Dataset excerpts
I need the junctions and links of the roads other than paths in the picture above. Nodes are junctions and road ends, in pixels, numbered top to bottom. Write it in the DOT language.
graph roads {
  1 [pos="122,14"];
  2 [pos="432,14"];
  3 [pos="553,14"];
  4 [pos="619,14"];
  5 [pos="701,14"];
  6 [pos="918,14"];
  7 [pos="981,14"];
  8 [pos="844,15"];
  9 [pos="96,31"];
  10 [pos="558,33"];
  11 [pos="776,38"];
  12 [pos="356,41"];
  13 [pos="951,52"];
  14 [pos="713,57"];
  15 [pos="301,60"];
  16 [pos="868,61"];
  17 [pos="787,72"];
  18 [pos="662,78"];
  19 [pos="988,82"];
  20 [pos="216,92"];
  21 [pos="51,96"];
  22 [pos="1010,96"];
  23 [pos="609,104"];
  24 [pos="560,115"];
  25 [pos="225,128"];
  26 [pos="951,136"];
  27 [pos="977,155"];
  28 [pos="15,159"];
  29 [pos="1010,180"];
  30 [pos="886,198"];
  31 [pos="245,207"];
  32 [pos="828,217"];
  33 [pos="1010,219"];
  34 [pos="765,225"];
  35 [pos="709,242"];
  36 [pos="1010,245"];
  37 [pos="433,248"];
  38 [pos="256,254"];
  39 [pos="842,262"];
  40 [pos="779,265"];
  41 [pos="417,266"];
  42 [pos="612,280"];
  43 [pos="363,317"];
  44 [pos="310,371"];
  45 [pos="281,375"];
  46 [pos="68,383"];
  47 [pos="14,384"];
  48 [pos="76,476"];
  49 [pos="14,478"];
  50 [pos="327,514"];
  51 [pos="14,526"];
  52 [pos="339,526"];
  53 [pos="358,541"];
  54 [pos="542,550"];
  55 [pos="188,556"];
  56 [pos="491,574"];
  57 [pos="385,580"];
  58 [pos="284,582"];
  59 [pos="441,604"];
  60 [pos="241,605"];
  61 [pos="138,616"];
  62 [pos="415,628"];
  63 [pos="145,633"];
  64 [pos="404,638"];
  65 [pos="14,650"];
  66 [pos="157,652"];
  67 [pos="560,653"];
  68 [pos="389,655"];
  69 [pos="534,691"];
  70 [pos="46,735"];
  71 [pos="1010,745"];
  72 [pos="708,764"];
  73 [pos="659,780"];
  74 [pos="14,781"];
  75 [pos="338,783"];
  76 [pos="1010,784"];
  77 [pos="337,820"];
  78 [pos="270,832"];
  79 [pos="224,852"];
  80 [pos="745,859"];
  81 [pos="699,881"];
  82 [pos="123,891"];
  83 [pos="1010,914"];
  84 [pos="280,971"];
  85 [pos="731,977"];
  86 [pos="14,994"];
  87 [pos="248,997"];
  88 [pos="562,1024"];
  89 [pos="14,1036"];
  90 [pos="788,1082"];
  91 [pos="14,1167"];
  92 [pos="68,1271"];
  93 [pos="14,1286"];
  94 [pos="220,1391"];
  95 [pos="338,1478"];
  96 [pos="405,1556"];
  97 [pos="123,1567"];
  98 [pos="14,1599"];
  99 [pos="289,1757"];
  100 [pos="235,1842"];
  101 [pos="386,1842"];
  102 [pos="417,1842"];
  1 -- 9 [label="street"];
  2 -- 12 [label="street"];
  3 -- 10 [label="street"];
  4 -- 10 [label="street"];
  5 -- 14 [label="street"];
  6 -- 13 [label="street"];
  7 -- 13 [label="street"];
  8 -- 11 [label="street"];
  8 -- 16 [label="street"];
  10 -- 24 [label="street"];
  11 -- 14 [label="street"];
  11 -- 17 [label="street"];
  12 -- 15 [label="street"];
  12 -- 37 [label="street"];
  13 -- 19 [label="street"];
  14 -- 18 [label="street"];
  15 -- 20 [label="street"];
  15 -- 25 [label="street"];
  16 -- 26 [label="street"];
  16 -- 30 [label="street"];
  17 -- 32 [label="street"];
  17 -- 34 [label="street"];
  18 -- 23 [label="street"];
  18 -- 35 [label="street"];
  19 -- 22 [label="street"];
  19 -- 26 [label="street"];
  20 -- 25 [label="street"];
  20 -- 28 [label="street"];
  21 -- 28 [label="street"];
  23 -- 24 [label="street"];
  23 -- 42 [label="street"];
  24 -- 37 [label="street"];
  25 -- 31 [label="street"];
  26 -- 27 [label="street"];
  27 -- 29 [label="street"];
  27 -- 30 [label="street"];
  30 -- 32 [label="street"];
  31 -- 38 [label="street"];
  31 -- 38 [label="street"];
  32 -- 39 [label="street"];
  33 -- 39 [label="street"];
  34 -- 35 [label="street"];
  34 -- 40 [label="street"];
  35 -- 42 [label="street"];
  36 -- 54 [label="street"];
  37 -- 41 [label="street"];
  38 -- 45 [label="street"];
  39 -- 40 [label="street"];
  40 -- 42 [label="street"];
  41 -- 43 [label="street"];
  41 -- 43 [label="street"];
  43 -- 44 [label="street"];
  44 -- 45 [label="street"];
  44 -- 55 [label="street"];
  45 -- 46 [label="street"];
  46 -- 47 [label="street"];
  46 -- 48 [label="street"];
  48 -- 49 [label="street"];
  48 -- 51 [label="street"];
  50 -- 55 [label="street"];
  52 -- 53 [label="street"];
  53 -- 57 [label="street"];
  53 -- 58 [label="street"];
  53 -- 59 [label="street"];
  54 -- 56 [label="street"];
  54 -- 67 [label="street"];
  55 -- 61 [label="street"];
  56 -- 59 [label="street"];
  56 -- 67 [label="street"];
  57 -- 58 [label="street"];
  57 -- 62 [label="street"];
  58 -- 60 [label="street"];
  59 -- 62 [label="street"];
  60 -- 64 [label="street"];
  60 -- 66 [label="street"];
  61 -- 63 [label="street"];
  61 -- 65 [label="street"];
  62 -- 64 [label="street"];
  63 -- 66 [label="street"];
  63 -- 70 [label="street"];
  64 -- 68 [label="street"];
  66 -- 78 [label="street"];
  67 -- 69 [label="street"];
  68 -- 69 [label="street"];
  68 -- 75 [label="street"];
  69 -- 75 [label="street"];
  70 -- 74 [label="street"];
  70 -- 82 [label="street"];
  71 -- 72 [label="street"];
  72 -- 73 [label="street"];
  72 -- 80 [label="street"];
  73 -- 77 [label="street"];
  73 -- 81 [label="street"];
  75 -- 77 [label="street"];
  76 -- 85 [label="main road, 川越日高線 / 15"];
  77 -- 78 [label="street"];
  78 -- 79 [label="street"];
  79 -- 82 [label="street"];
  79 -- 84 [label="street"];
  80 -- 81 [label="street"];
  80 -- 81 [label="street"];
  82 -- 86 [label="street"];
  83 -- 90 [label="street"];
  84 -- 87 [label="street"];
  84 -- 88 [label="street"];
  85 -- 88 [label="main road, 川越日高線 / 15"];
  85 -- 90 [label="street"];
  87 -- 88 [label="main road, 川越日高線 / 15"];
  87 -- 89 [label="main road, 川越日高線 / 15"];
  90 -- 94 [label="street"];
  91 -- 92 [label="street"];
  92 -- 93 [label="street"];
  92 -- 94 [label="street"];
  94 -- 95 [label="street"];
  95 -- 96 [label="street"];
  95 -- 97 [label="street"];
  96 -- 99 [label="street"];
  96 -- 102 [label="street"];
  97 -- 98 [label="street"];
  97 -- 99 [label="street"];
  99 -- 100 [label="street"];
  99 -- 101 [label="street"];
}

Your assignment: From the data above, copy each line that has the string "川越日高線".

Solution to the problem:
  76 -- 85 [label="main road, 川越日高線 / 15"];
  85 -- 88 [label="main road, 川越日高線 / 15"];
  87 -- 88 [label="main road, 川越日高線 / 15"];
  87 -- 89 [label="main road, 川越日高線 / 15"];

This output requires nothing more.